Academic, college head and teacher

Leslie James Wrigley (22 July 1875 – 12 July 1933) was an Australian academic, school inspector, school principal, schoolteacher, teacher training college head and teacher training college teacher.

==Early life==
Wrigley was born on 22 July 1874 in Richmond, Melbourne, Australia, the son of bookbinder James Wrigley and his wife Sarah Jane (née Bedggood). Both his parents were born in England. Wrigley attended the local primary school and graduated with honours from the University of Melbourne. He taught at a handful of private schools in Victoria before graduating from the London Day Training College with a diploma of pedagogy in 1904. He was also educated at the University of Jena in Germany. Following a stint as a lecturer at Bangor College in Wales, Wrigley returned to Melbourne in 1907 and became senior master of modern colleges at Wesley College.

==Career==
Wrigley married English-born Florence Adelaide Willmoth on 4 April 1908 at a Methodist church in Elsternwick. He joined the Education Department a year later and became principal of the University Practising School (later University High School) which began operations in 1910. He also served as vice-principal of the Melbourne Teaching College. Wrigley resigned from University High in December 1914 to become a secondary school inspector.
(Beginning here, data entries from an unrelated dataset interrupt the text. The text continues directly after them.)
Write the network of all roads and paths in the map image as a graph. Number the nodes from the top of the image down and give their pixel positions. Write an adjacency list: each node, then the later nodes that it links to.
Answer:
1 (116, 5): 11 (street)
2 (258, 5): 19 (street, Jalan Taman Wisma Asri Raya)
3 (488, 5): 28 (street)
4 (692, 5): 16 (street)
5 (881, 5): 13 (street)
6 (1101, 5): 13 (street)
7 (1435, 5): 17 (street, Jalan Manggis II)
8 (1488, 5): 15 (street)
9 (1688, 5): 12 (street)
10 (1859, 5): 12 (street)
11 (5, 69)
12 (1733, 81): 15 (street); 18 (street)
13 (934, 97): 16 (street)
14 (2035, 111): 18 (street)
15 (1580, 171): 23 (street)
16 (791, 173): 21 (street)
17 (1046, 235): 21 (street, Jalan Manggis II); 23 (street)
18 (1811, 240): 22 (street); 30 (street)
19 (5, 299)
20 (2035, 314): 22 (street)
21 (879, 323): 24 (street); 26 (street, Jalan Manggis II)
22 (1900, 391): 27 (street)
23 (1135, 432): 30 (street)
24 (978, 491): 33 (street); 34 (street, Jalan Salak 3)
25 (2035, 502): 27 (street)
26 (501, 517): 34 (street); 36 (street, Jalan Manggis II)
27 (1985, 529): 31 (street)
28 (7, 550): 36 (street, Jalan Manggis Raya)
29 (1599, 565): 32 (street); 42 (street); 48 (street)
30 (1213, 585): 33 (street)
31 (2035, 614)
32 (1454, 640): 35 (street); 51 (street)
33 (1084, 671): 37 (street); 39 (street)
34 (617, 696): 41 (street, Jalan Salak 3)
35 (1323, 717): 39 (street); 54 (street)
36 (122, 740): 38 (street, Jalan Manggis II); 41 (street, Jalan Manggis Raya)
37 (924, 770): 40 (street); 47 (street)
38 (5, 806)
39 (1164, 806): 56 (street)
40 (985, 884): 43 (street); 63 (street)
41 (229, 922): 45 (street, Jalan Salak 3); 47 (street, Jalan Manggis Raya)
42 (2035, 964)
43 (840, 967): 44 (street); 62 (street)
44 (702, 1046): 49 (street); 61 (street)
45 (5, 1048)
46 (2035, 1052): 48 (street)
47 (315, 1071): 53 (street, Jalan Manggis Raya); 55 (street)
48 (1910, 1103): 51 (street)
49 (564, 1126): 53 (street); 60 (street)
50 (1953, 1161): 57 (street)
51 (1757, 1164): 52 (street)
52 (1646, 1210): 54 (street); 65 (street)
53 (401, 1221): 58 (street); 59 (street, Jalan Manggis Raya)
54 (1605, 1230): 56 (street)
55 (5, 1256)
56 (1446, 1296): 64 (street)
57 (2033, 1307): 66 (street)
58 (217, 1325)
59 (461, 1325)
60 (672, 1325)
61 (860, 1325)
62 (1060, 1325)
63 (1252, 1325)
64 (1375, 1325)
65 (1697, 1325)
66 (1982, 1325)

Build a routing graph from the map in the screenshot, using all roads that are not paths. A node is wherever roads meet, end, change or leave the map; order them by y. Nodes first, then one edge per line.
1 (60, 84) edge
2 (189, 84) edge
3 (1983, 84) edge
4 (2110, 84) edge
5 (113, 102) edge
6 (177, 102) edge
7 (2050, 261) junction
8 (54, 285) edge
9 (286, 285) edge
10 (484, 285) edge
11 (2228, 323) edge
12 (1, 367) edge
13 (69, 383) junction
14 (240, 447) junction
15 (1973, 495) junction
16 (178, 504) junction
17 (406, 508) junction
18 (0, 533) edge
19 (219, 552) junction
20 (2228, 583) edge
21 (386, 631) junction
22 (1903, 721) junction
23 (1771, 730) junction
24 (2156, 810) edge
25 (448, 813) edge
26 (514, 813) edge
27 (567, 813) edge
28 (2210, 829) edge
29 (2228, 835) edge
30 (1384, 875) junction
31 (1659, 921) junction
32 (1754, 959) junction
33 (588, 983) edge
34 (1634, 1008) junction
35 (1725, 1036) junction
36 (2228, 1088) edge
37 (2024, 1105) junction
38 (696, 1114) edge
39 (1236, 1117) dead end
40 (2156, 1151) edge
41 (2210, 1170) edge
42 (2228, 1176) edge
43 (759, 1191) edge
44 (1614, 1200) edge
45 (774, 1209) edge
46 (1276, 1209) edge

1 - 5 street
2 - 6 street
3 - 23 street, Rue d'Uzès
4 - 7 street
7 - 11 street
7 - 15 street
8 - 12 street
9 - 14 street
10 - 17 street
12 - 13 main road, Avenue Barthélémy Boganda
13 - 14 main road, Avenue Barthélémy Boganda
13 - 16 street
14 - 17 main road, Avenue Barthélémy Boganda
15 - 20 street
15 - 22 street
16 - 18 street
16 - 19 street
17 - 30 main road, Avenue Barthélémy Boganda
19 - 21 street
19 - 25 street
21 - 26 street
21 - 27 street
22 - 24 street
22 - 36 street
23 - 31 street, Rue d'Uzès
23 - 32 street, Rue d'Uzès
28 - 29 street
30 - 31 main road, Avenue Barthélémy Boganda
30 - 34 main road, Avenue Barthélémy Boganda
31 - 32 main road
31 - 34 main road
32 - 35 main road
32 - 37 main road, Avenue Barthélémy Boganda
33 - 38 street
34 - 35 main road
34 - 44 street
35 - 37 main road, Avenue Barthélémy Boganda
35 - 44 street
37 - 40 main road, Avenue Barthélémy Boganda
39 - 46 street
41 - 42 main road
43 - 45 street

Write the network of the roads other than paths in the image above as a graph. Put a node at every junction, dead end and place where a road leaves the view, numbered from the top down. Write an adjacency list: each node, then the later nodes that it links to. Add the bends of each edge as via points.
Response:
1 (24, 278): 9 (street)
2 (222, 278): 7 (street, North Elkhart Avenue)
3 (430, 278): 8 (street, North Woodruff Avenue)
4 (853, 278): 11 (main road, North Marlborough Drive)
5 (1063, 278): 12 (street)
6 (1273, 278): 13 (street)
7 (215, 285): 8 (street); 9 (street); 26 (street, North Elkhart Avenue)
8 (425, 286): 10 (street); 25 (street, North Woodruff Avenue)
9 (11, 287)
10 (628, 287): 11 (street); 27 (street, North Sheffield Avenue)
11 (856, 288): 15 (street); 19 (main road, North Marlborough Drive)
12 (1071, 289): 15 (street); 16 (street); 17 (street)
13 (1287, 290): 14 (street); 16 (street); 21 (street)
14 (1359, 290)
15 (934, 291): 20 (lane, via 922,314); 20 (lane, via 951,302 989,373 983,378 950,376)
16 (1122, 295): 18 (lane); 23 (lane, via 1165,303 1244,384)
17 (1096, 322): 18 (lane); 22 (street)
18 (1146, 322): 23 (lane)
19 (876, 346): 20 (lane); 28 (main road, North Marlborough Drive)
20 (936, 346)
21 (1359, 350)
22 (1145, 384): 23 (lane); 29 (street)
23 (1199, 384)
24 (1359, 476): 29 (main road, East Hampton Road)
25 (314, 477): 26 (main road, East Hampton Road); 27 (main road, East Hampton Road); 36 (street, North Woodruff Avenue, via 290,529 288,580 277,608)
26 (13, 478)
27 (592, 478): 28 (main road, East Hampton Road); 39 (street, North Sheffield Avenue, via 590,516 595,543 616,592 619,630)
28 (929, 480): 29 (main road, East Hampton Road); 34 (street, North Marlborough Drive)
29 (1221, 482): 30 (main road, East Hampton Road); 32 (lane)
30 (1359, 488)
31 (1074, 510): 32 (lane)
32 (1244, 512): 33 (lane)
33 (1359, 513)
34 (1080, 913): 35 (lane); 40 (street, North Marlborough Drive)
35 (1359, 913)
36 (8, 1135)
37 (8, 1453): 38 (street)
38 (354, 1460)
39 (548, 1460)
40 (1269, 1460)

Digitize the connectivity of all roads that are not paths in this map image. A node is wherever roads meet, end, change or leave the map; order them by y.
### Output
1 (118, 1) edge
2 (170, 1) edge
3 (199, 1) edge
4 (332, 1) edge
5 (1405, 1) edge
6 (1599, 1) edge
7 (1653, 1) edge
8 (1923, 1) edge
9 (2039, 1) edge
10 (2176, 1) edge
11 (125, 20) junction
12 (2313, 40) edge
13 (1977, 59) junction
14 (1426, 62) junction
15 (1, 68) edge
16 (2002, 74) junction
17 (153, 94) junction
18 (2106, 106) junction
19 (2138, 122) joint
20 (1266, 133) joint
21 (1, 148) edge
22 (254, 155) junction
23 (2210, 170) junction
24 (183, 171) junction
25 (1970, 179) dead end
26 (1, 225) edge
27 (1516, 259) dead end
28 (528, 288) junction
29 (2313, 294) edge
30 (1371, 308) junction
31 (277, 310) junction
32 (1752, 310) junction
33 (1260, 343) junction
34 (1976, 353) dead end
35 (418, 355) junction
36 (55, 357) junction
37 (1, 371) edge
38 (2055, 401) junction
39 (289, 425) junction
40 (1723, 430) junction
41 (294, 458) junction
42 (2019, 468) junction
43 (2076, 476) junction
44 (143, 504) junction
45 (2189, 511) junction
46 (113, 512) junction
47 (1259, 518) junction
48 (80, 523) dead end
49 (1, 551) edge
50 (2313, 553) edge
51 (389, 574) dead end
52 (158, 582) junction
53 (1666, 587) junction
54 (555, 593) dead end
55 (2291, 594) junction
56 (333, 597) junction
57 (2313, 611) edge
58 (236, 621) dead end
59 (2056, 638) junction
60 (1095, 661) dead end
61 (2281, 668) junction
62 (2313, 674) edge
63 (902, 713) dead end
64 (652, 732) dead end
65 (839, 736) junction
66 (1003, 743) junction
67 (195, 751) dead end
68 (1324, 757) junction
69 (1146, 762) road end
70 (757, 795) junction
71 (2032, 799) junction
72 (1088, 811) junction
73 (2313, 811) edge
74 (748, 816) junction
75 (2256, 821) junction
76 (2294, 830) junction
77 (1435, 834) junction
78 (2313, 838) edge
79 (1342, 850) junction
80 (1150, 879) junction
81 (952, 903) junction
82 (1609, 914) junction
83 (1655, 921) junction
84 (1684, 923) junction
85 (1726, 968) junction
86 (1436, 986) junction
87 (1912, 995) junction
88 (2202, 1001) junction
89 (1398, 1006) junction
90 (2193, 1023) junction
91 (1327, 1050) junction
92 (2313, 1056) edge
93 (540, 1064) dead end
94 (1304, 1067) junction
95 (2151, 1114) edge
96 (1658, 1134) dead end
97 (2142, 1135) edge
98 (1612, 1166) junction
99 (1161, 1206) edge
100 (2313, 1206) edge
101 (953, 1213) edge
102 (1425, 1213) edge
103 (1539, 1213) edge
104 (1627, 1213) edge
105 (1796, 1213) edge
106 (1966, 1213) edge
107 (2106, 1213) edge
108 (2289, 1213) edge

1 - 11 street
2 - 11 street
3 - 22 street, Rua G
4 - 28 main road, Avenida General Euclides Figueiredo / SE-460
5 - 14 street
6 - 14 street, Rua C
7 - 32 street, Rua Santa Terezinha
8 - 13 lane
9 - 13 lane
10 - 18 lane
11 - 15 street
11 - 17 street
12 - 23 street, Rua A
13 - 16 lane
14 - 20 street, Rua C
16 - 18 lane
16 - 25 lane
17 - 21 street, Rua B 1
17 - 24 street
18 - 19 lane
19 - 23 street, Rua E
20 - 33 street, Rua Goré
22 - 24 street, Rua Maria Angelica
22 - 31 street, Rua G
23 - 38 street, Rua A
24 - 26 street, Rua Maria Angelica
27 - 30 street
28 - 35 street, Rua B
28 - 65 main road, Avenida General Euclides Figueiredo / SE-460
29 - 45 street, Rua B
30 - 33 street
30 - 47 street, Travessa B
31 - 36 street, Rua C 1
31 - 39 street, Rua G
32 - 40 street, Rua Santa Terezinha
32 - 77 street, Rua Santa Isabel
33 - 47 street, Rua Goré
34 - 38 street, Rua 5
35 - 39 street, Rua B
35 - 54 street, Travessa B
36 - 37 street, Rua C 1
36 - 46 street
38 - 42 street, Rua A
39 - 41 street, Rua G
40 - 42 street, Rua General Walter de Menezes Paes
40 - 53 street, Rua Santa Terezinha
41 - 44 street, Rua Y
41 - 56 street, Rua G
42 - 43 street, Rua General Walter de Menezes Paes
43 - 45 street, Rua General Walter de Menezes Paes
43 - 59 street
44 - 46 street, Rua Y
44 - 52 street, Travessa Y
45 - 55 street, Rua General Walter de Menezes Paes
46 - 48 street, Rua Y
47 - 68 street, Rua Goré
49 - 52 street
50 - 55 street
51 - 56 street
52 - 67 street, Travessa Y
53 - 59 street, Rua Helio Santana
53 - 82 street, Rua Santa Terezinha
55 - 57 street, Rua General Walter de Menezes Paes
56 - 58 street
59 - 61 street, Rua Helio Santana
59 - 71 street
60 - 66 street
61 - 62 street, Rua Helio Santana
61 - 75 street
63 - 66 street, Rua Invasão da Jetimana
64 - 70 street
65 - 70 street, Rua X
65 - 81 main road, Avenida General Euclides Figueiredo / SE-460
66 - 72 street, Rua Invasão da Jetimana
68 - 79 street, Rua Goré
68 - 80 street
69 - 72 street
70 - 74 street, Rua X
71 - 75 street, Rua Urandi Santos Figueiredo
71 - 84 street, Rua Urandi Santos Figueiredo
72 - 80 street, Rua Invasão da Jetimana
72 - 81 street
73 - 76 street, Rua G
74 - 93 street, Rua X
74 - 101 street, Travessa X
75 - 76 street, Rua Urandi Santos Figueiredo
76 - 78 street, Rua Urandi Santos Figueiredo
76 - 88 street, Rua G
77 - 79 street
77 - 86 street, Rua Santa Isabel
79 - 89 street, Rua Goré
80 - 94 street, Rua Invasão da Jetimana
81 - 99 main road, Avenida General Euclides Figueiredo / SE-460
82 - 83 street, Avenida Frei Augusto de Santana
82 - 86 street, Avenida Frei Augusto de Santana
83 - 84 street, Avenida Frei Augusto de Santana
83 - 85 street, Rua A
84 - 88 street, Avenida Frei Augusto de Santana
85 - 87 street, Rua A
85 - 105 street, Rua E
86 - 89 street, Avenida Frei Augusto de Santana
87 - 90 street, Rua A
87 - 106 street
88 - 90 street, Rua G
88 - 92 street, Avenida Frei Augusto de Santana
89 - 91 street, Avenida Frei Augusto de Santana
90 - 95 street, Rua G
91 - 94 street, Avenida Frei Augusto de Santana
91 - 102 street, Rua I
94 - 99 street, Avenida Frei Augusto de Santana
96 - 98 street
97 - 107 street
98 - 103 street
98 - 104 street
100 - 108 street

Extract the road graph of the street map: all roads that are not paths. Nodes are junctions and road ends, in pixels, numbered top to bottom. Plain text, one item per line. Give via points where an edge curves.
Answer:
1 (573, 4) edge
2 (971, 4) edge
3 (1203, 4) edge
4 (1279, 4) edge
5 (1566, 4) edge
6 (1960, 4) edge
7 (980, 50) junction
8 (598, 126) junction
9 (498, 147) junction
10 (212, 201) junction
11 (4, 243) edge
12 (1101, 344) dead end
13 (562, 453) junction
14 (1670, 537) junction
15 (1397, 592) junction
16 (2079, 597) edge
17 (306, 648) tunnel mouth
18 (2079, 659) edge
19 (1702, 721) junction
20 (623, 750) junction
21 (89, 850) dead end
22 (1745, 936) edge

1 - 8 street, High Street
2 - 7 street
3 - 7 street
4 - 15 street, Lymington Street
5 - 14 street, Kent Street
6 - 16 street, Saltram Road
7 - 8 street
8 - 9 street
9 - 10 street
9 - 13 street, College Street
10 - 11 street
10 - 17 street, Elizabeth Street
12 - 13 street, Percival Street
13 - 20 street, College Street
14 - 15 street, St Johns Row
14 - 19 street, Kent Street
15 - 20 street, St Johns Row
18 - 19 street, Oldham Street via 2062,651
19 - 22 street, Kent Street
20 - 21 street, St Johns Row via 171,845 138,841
Wrigley became president of the Melbourne Teaching College in February 1927, as well as its professor and dean of education a few months later.

==Death==
On 24 July 1932, Wrigley was involved in a car accident which left him with a significant thigh-bone injury. He died on 12 July 1933 at the Bethesda private hospital in Richmond; the cause of death was postoperative pneumonia. His funeral was held at Queen's College chapel and he was buried in Springvale cemetery.